DATA RECORDS ->
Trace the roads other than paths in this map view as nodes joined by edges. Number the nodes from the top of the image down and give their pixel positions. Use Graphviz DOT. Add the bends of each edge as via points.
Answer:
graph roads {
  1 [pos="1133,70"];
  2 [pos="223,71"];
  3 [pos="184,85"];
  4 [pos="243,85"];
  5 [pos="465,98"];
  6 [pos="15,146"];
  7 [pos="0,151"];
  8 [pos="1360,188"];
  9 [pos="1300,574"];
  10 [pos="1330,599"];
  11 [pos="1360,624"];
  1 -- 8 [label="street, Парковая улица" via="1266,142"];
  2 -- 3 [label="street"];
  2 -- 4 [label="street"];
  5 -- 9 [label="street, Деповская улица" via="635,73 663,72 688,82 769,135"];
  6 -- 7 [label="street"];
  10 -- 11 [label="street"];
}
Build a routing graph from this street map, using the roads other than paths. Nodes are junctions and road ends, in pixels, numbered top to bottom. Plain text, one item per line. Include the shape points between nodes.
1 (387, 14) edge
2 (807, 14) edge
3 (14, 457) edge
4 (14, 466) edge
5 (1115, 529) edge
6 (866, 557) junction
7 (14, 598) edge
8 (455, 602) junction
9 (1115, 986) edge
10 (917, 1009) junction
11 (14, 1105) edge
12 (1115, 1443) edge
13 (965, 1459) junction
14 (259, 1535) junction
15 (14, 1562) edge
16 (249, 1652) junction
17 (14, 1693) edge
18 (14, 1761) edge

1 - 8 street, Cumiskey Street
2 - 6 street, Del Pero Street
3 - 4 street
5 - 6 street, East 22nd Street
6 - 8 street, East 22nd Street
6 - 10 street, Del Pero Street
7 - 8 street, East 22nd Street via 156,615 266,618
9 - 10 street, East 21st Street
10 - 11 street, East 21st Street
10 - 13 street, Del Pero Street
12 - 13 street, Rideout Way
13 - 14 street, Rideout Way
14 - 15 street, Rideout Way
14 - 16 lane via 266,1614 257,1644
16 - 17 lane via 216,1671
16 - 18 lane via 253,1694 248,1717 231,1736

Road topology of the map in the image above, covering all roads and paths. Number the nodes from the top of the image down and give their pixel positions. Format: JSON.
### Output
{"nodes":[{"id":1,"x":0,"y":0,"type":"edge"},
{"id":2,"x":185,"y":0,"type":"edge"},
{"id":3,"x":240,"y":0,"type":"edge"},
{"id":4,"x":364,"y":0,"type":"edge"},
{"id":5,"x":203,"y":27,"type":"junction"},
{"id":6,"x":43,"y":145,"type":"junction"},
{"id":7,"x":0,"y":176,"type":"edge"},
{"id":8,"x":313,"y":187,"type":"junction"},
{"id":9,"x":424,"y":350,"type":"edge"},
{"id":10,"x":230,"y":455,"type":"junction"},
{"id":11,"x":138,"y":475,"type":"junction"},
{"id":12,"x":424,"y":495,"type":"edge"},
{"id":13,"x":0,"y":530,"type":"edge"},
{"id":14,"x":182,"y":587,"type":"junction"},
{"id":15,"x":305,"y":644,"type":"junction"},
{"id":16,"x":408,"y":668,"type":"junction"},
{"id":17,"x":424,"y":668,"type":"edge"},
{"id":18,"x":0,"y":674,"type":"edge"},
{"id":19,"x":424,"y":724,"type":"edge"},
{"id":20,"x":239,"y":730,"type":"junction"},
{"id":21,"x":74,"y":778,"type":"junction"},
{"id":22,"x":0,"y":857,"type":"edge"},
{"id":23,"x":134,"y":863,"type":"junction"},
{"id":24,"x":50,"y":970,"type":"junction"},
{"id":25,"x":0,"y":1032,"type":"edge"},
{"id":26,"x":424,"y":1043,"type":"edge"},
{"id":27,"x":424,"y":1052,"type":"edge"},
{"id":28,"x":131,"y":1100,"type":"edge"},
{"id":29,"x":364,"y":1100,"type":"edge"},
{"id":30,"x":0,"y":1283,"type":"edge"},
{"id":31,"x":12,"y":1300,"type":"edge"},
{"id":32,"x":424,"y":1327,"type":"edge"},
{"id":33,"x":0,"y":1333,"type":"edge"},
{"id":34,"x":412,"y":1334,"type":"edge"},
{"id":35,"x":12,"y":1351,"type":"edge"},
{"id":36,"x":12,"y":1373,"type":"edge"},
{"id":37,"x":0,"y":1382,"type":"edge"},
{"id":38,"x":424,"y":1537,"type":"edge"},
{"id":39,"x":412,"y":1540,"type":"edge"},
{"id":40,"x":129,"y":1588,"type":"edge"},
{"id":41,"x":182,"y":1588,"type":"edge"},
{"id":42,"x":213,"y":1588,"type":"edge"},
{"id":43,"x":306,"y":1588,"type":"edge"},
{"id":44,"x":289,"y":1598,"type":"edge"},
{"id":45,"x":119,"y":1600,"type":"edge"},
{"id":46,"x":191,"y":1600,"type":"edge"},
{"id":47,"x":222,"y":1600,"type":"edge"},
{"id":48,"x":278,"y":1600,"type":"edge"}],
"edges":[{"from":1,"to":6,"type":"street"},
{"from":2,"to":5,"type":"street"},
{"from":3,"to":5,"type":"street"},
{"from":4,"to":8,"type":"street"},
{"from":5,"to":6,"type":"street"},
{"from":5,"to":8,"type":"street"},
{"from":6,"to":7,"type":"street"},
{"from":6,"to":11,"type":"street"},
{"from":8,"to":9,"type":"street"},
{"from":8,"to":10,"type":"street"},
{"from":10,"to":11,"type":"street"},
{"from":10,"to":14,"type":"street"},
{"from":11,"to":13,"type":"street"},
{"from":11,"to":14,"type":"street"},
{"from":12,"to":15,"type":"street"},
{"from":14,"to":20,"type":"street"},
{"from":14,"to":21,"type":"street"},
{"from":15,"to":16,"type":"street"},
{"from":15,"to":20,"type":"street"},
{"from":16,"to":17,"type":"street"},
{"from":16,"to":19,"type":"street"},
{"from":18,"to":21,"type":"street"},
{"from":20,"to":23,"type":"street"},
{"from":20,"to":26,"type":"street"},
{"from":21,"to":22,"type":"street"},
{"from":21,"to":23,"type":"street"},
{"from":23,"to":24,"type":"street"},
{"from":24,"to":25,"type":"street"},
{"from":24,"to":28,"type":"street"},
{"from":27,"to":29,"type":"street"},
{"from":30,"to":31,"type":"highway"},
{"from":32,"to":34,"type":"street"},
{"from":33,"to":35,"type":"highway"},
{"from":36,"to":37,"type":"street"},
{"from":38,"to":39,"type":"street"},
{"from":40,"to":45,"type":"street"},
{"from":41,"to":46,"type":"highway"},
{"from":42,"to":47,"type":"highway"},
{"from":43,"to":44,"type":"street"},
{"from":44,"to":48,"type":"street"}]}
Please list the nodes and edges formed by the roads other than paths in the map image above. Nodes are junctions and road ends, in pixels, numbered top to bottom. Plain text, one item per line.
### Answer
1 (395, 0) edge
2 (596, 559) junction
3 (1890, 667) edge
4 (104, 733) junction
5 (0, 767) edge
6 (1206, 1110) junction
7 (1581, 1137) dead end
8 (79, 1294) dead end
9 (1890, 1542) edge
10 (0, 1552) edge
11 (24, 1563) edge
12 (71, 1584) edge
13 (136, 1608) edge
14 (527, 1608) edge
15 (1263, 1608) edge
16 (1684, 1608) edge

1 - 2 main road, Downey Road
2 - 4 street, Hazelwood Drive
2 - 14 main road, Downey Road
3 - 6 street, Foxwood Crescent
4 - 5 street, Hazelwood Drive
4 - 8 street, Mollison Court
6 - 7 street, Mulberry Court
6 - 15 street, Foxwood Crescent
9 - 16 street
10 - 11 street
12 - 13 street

WHAT TO DO -> Reproduce the data in full. Nothing in it may be altered.

RESULT OF THIS TASK ->
Trace the roads other than paths in this map view as nodes joined by edges. Number the nodes from the top of the image down and give their pixel positions. Use Graphviz DOT. Add the bends of each edge as via points.
Answer:
graph roads {
  1 [pos="1133,70"];
  2 [pos="223,71"];
  3 [pos="184,85"];
  4 [pos="243,85"];
  5 [pos="465,98"];
  6 [pos="15,146"];
  7 [pos="0,151"];
  8 [pos="1360,188"];
  9 [pos="1300,574"];
  10 [pos="1330,599"];
  11 [pos="1360,624"];
  1 -- 8 [label="street, Парковая улица" via="1266,142"];
  2 -- 3 [label="street"];
  2 -- 4 [label="street"];
  5 -- 9 [label="street, Деповская улица" via="635,73 663,72 688,82 769,135"];
  6 -- 7 [label="street"];
  10 -- 11 [label="street"];
}
Build a routing graph from this street map, using the roads other than paths. Nodes are junctions and road ends, in pixels, numbered top to bottom. Plain text, one item per line. Include the shape points between nodes.
1 (387, 14) edge
2 (807, 14) edge
3 (14, 457) edge
4 (14, 466) edge
5 (1115, 529) edge
6 (866, 557) junction
7 (14, 598) edge
8 (455, 602) junction
9 (1115, 986) edge
10 (917, 1009) junction
11 (14, 1105) edge
12 (1115, 1443) edge
13 (965, 1459) junction
14 (259, 1535) junction
15 (14, 1562) edge
16 (249, 1652) junction
17 (14, 1693) edge
18 (14, 1761) edge

1 - 8 street, Cumiskey Street
2 - 6 street, Del Pero Street
3 - 4 street
5 - 6 street, East 22nd Street
6 - 8 street, East 22nd Street
6 - 10 street, Del Pero Street
7 - 8 street, East 22nd Street via 156,615 266,618
9 - 10 street, East 21st Street
10 - 11 street, East 21st Street
10 - 13 street, Del Pero Street
12 - 13 street, Rideout Way
13 - 14 street, Rideout Way
14 - 15 street, Rideout Way
14 - 16 lane via 266,1614 257,1644
16 - 17 lane via 216,1671
16 - 18 lane via 253,1694 248,1717 231,1736

Road topology of the map in the image above, covering all roads and paths. Number the nodes from the top of the image down and give their pixel positions. Format: JSON.
### Output
{"nodes":[{"id":1,"x":0,"y":0,"type":"edge"},
{"id":2,"x":185,"y":0,"type":"edge"},
{"id":3,"x":240,"y":0,"type":"edge"},
{"id":4,"x":364,"y":0,"type":"edge"},
{"id":5,"x":203,"y":27,"type":"junction"},
{"id":6,"x":43,"y":145,"type":"junction"},
{"id":7,"x":0,"y":176,"type":"edge"},
{"id":8,"x":313,"y":187,"type":"junction"},
{"id":9,"x":424,"y":350,"type":"edge"},
{"id":10,"x":230,"y":455,"type":"junction"},
{"id":11,"x":138,"y":475,"type":"junction"},
{"id":12,"x":424,"y":495,"type":"edge"},
{"id":13,"x":0,"y":530,"type":"edge"},
{"id":14,"x":182,"y":587,"type":"junction"},
{"id":15,"x":305,"y":644,"type":"junction"},
{"id":16,"x":408,"y":668,"type":"junction"},
{"id":17,"x":424,"y":668,"type":"edge"},
{"id":18,"x":0,"y":674,"type":"edge"},
{"id":19,"x":424,"y":724,"type":"edge"},
{"id":20,"x":239,"y":730,"type":"junction"},
{"id":21,"x":74,"y":778,"type":"junction"},
{"id":22,"x":0,"y":857,"type":"edge"},
{"id":23,"x":134,"y":863,"type":"junction"},
{"id":24,"x":50,"y":970,"type":"junction"},
{"id":25,"x":0,"y":1032,"type":"edge"},
{"id":26,"x":424,"y":1043,"type":"edge"},
{"id":27,"x":424,"y":1052,"type":"edge"},
{"id":28,"x":131,"y":1100,"type":"edge"},
{"id":29,"x":364,"y":1100,"type":"edge"},
{"id":30,"x":0,"y":1283,"type":"edge"},
{"id":31,"x":12,"y":1300,"type":"edge"},
{"id":32,"x":424,"y":1327,"type":"edge"},
{"id":33,"x":0,"y":1333,"type":"edge"},
{"id":34,"x":412,"y":1334,"type":"edge"},
{"id":35,"x":12,"y":1351,"type":"edge"},
{"id":36,"x":12,"y":1373,"type":"edge"},
{"id":37,"x":0,"y":1382,"type":"edge"},
{"id":38,"x":424,"y":1537,"type":"edge"},
{"id":39,"x":412,"y":1540,"type":"edge"},
{"id":40,"x":129,"y":1588,"type":"edge"},
{"id":41,"x":182,"y":1588,"type":"edge"},
{"id":42,"x":213,"y":1588,"type":"edge"},
{"id":43,"x":306,"y":1588,"type":"edge"},
{"id":44,"x":289,"y":1598,"type":"edge"},
{"id":45,"x":119,"y":1600,"type":"edge"},
{"id":46,"x":191,"y":1600,"type":"edge"},
{"id":47,"x":222,"y":1600,"type":"edge"},
{"id":48,"x":278,"y":1600,"type":"edge"}],
"edges":[{"from":1,"to":6,"type":"street"},
{"from":2,"to":5,"type":"street"},
{"from":3,"to":5,"type":"street"},
{"from":4,"to":8,"type":"street"},
{"from":5,"to":6,"type":"street"},
{"from":5,"to":8,"type":"street"},
{"from":6,"to":7,"type":"street"},
{"from":6,"to":11,"type":"street"},
{"from":8,"to":9,"type":"street"},
{"from":8,"to":10,"type":"street"},
{"from":10,"to":11,"type":"street"},
{"from":10,"to":14,"type":"street"},
{"from":11,"to":13,"type":"street"},
{"from":11,"to":14,"type":"street"},
{"from":12,"to":15,"type":"street"},
{"from":14,"to":20,"type":"street"},
{"from":14,"to":21,"type":"street"},
{"from":15,"to":16,"type":"street"},
{"from":15,"to":20,"type":"street"},
{"from":16,"to":17,"type":"street"},
{"from":16,"to":19,"type":"street"},
{"from":18,"to":21,"type":"street"},
{"from":20,"to":23,"type":"street"},
{"from":20,"to":26,"type":"street"},
{"from":21,"to":22,"type":"street"},
{"from":21,"to":23,"type":"street"},
{"from":23,"to":24,"type":"street"},
{"from":24,"to":25,"type":"street"},
{"from":24,"to":28,"type":"street"},
{"from":27,"to":29,"type":"street"},
{"from":30,"to":31,"type":"highway"},
{"from":32,"to":34,"type":"street"},
{"from":33,"to":35,"type":"highway"},
{"from":36,"to":37,"type":"street"},
{"from":38,"to":39,"type":"street"},
{"from":40,"to":45,"type":"street"},
{"from":41,"to":46,"type":"highway"},
{"from":42,"to":47,"type":"highway"},
{"from":43,"to":44,"type":"street"},
{"from":44,"to":48,"type":"street"}]}
Please list the nodes and edges formed by the roads other than paths in the map image above. Nodes are junctions and road ends, in pixels, numbered top to bottom. Plain text, one item per line.
### Answer
1 (395, 0) edge
2 (596, 559) junction
3 (1890, 667) edge
4 (104, 733) junction
5 (0, 767) edge
6 (1206, 1110) junction
7 (1581, 1137) dead end
8 (79, 1294) dead end
9 (1890, 1542) edge
10 (0, 1552) edge
11 (24, 1563) edge
12 (71, 1584) edge
13 (136, 1608) edge
14 (527, 1608) edge
15 (1263, 1608) edge
16 (1684, 1608) edge

1 - 2 main road, Downey Road
2 - 4 street, Hazelwood Drive
2 - 14 main road, Downey Road
3 - 6 street, Foxwood Crescent
4 - 5 street, Hazelwood Drive
4 - 8 street, Mollison Court
6 - 7 street, Mulberry Court
6 - 15 street, Foxwood Crescent
9 - 16 street
10 - 11 street
12 - 13 street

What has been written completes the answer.